Our findings suggest that some sex differences exist in the effects of adiponectin on metabolic parameters. We found that obese boys in the low adiponectin group had a greater number of abnormalities in lipoprotein profiles and blood pressure than the corresponding obese girls (Table 4; Figures 1 and 2). As both groups had similar values of serum adiponectin and HOMA-IR, the female subjects may have been protected against atherosclerosis by a low susceptibility to metabolic abnormalities induced by insulin resistance. In most cohort studies, menopause decreases HDL-C, but increases LDL-C and TG concentrations. 39 Hormone replacement therapy reduces LDL-C and BP, but increases HDL-C. 40,41 In the obese girls, these favourable effects of oestrogen may obscure the metabolic abnormalities caused by low adiponectin concentration. Further studies are needed to elucidate the specific underlying mechanisms.

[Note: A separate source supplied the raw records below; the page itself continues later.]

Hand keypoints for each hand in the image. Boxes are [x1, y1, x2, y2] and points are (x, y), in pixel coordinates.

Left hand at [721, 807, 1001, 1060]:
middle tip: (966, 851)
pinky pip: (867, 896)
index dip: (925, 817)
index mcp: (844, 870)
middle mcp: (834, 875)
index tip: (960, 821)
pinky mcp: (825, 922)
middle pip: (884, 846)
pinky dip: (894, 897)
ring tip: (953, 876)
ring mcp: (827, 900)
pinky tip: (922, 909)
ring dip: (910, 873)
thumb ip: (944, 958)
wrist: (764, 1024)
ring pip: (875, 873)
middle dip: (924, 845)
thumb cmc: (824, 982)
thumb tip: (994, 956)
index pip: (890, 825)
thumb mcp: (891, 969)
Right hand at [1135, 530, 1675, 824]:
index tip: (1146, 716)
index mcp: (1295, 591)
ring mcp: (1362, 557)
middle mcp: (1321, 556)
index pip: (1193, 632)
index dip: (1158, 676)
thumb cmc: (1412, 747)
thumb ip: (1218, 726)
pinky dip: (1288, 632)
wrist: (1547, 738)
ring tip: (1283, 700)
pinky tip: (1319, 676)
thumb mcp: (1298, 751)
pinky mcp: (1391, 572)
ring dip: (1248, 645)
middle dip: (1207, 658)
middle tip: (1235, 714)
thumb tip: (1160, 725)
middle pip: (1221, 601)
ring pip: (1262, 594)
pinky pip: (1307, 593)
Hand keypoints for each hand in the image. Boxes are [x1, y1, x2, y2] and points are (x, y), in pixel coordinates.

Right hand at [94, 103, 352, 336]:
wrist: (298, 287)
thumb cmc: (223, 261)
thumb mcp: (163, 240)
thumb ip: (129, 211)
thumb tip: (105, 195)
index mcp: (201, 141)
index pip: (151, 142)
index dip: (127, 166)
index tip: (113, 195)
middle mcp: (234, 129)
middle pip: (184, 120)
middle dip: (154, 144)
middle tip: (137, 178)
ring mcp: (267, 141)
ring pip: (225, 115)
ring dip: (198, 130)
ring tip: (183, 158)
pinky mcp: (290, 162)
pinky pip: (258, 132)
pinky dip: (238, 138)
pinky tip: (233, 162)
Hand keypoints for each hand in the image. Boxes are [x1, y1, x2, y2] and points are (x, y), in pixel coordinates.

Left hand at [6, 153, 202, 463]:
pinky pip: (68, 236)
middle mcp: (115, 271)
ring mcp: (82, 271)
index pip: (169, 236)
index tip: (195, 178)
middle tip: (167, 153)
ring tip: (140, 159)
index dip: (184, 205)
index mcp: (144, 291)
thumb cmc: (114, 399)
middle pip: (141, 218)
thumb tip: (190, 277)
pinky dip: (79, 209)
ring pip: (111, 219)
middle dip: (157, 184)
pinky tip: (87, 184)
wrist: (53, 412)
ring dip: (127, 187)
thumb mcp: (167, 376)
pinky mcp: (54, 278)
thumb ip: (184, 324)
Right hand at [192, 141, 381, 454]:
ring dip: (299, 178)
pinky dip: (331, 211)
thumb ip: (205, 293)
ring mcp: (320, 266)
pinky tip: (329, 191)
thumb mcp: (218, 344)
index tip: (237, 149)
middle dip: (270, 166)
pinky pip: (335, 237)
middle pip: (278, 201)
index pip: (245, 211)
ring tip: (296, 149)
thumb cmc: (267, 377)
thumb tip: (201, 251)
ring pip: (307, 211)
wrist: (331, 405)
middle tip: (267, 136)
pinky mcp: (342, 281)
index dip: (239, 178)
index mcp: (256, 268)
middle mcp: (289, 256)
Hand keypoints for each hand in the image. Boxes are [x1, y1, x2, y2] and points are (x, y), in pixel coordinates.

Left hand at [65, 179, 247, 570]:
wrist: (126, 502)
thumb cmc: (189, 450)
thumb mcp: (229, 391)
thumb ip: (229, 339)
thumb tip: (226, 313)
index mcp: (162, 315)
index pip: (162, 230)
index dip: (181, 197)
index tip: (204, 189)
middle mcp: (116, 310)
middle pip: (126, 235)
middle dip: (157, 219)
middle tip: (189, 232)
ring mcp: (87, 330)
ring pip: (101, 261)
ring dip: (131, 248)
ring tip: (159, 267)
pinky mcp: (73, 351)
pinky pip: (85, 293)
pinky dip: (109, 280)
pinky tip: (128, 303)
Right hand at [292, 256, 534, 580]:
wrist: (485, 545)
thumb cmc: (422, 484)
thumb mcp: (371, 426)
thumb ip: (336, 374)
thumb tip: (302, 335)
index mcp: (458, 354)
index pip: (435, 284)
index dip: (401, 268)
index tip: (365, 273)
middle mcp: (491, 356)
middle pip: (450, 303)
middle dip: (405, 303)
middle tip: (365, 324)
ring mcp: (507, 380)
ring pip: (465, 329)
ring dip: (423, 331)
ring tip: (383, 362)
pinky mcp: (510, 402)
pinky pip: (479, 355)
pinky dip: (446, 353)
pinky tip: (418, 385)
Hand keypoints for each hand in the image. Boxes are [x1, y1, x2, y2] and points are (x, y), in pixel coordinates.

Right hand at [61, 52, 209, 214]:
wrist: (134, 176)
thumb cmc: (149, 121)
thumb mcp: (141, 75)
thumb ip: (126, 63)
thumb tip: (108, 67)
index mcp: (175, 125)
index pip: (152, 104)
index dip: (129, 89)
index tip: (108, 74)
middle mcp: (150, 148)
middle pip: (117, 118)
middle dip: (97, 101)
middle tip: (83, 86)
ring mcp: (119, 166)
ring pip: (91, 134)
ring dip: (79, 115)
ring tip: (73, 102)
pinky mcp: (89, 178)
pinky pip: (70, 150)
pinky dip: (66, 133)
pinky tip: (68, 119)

We conclude that a low adiponectin concentration is associated with insulin resistance and downstream metabolic abnormalities in obese children, notably when having E3/3. This association seems to be more evident in obese boys than in obese girls. We speculate that the decreased susceptibility of girls to the effects of low adiponectin concentrations may partially account for the low frequency of observed metabolic syndrome and CAD in adult females.